## Your task:
All entries must be transcribed without a single difference.

Start of Data for this task

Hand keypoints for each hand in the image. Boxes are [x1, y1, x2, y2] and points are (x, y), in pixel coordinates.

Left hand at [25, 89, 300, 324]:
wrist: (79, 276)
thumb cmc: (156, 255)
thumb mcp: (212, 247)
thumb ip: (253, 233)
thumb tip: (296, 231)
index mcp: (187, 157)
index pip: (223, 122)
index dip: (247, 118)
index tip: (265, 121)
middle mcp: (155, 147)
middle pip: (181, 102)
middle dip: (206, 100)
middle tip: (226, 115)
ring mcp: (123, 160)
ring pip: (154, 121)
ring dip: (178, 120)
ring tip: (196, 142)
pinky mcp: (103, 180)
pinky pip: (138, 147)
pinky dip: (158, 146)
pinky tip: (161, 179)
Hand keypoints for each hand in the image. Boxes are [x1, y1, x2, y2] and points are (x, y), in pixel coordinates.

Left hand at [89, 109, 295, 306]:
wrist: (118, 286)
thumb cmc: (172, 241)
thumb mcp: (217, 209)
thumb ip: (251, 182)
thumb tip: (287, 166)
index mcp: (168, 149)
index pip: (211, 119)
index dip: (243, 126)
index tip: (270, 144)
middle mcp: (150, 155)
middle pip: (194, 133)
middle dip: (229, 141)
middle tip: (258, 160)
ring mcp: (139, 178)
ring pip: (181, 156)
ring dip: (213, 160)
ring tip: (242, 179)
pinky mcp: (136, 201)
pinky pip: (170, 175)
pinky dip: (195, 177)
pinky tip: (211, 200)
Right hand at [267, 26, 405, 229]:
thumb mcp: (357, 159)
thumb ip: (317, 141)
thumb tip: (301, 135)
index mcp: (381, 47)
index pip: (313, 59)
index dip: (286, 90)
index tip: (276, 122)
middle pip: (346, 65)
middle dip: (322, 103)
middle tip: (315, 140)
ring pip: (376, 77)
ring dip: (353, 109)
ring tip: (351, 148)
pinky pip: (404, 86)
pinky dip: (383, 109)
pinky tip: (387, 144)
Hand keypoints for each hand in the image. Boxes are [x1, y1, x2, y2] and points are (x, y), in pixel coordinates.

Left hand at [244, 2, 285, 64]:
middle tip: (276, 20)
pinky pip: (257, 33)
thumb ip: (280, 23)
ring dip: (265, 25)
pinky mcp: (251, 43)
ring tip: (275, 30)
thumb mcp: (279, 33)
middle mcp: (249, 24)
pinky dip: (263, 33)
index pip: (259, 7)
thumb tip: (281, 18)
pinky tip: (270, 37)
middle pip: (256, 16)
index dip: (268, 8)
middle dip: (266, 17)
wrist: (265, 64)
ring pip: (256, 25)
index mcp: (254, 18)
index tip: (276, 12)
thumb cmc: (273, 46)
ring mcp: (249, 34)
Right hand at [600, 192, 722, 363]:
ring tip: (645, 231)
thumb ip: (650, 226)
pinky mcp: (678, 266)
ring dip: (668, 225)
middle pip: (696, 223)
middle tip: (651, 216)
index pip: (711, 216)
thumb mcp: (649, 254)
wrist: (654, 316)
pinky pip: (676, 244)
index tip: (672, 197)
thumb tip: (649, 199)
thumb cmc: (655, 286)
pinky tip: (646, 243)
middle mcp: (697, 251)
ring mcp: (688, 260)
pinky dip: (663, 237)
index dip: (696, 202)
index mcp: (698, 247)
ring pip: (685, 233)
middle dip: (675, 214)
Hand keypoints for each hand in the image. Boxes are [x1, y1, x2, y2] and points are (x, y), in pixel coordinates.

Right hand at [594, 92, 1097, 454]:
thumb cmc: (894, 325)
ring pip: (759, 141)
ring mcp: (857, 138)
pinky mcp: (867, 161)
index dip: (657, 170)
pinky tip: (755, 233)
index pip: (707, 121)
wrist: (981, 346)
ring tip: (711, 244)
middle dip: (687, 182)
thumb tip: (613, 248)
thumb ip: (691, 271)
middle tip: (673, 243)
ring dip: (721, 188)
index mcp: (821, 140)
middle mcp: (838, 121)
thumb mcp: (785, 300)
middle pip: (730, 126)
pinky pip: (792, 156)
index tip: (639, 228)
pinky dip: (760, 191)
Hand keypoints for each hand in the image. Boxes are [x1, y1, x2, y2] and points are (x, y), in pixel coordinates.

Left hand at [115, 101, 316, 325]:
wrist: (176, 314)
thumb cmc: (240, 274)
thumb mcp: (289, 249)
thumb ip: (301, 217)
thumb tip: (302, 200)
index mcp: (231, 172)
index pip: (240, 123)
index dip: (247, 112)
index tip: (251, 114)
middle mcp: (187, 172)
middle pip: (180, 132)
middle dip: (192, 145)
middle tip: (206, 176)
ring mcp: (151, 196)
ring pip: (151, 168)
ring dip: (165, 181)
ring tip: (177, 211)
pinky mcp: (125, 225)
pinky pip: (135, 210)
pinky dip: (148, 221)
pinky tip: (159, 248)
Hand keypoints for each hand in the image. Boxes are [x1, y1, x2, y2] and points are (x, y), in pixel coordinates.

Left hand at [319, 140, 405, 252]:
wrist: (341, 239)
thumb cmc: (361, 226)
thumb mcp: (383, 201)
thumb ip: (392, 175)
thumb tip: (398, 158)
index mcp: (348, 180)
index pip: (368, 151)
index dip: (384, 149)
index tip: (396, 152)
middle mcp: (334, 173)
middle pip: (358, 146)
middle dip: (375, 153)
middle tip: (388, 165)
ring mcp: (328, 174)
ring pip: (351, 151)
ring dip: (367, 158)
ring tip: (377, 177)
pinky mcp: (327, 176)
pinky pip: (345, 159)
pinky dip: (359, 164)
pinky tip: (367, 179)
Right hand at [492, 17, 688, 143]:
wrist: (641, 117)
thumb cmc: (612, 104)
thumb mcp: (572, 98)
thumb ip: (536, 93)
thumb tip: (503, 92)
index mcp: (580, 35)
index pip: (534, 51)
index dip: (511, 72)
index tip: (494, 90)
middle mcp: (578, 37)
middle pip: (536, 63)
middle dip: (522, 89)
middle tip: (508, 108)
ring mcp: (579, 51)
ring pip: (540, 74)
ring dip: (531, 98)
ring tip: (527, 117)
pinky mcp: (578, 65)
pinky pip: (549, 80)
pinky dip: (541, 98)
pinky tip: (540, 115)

End of Data for this task

## Exercise solution:
Hand keypoints for each hand in the image. Boxes are [x1, y1, x2, y2] and points are (x, y), in pixel coordinates.

Left hand at [25, 89, 300, 324]:
wrist: (79, 276)
thumb cmc: (156, 255)
thumb mcp: (212, 247)
thumb ip: (253, 233)
thumb tip: (296, 231)
index mcp: (187, 157)
index pip: (223, 122)
index dip: (247, 118)
index tip: (265, 121)
middle mcp: (155, 147)
middle pip: (181, 102)
middle dip: (206, 100)
middle tip: (226, 115)
ring mcp: (123, 160)
ring pip: (154, 121)
ring dip: (178, 120)
ring tip: (196, 142)
pinky mcp: (103, 180)
pinky pip: (138, 147)
pinky dip: (158, 146)
pinky tip: (161, 179)
Hand keypoints for each hand in the image. Boxes are [x1, y1, x2, y2] and points are (x, y), in pixel coordinates.

Left hand at [89, 109, 295, 306]:
wrist: (118, 286)
thumb cmc: (172, 241)
thumb mcp: (217, 209)
thumb ip: (251, 182)
thumb tip: (287, 166)
index mcp: (168, 149)
index pip: (211, 119)
index dip: (243, 126)
index tip: (270, 144)
middle mcp: (150, 155)
middle pip: (194, 133)
middle dip: (229, 141)
middle tip: (258, 160)
ring mcp: (139, 178)
ring pip: (181, 156)
ring dip: (213, 160)
ring tip: (242, 179)
pinky mcp: (136, 201)
pinky pip: (170, 175)
pinky dip: (195, 177)
pinky tip: (211, 200)
Right hand at [267, 26, 405, 229]:
thumb mcp: (357, 159)
thumb ip: (317, 141)
thumb tip: (301, 135)
index mcp: (381, 47)
index pip: (313, 59)
index dip: (286, 90)
index tip: (276, 122)
middle pip: (346, 65)
middle dip: (322, 103)
middle tip: (315, 140)
ring pip: (376, 77)
ring dip: (353, 109)
ring tip: (351, 148)
pinky pip: (404, 86)
pinky dip: (383, 109)
pinky tip: (387, 144)
Hand keypoints for each hand in the image. Boxes are [x1, y1, x2, y2] and points are (x, y), in pixel coordinates.

Left hand at [244, 2, 285, 64]:
middle tip: (276, 20)
pinky pip: (257, 33)
thumb ip: (280, 23)
ring dip: (265, 25)
pinky mcp: (251, 43)
ring tip: (275, 30)
thumb mcp: (279, 33)
middle mcp: (249, 24)
pinky dip: (263, 33)
index pip: (259, 7)
thumb tip: (281, 18)
pinky tip: (270, 37)
middle pip: (256, 16)
index dip: (268, 8)
middle dip: (266, 17)
wrist: (265, 64)
ring pip: (256, 25)
index mcp: (254, 18)
index tip: (276, 12)
thumb cmc: (273, 46)
ring mcp: (249, 34)
Right hand at [600, 192, 722, 363]:
ring tip: (645, 231)
thumb ip: (650, 226)
pinky mcp: (678, 266)
ring dip: (668, 225)
middle pip: (696, 223)
middle tip: (651, 216)
index pip: (711, 216)
thumb mcp: (649, 254)
wrist: (654, 316)
pinky pip: (676, 244)
index tip: (672, 197)
thumb tip: (649, 199)
thumb cmc: (655, 286)
pinky tip: (646, 243)
middle mcp: (697, 251)
ring mcp: (688, 260)
pinky dip: (663, 237)
index dip: (696, 202)
index mcp: (698, 247)
ring pip: (685, 233)
middle dip: (675, 214)
Hand keypoints for each hand in the image. Boxes are [x1, y1, x2, y2] and points are (x, y), in pixel coordinates.

Right hand at [594, 92, 1097, 454]:
thumb cmc: (894, 325)
ring pip: (759, 141)
ring mcp: (857, 138)
pinky mcp: (867, 161)
index dip: (657, 170)
pinky tip: (755, 233)
index pip: (707, 121)
wrist: (981, 346)
ring tip: (711, 244)
middle dip: (687, 182)
thumb tip: (613, 248)
thumb ip: (691, 271)
middle tip: (673, 243)
ring dip: (721, 188)
index mcp: (821, 140)
middle mcp: (838, 121)
thumb mcp: (785, 300)
middle pip: (730, 126)
pinky pip: (792, 156)
index tip: (639, 228)
pinky dip: (760, 191)
Hand keypoints for each hand in the image. Boxes are [x1, y1, x2, y2] and points are (x, y), in pixel coordinates.

Left hand at [115, 101, 316, 325]:
wrist: (176, 314)
thumb cmc: (240, 274)
thumb mcp: (289, 249)
thumb ip: (301, 217)
thumb tip: (302, 200)
index mcp: (231, 172)
index pip: (240, 123)
index dip: (247, 112)
index tip: (251, 114)
middle mcp: (187, 172)
middle pip: (180, 132)
middle dip: (192, 145)
middle tip: (206, 176)
ring mcp: (151, 196)
ring pip: (151, 168)
ring dip: (165, 181)
ring tip: (177, 211)
pinky mcp: (125, 225)
pinky pip: (135, 210)
pinky dip: (148, 221)
pinky tip: (159, 248)
Hand keypoints for each hand in the image. Boxes are [x1, y1, x2, y2] and points are (x, y), in pixel coordinates.

Left hand at [319, 140, 405, 252]:
wrist: (341, 239)
thumb cmc: (361, 226)
thumb mcp: (383, 201)
thumb ip: (392, 175)
thumb tip: (398, 158)
index mcp: (348, 180)
index pip: (368, 151)
index dip: (384, 149)
index tip: (396, 152)
middle mcp: (334, 173)
middle pip: (358, 146)
middle dip: (375, 153)
middle tip: (388, 165)
ring mcp: (328, 174)
ring pip: (351, 151)
ring dip: (367, 158)
ring tip: (377, 177)
pinky mcp: (327, 176)
pinky pip: (345, 159)
pinky dip: (359, 164)
pinky tip: (367, 179)
Right hand at [492, 17, 688, 143]:
wrist: (641, 117)
thumb cmc: (612, 104)
thumb mcp: (572, 98)
thumb ip: (536, 93)
thumb tip: (503, 92)
index mcp: (580, 35)
index pip: (534, 51)
index dip: (511, 72)
index tip: (494, 90)
middle mcp: (578, 37)
middle pip: (536, 63)
middle dip: (522, 89)
middle tip: (508, 108)
ring mcp: (579, 51)
ring pip: (540, 74)
ring dip: (531, 98)
ring tip: (527, 117)
pinky mcp: (578, 65)
pinky pip: (549, 80)
pinky dip: (541, 98)
pinky tip: (540, 115)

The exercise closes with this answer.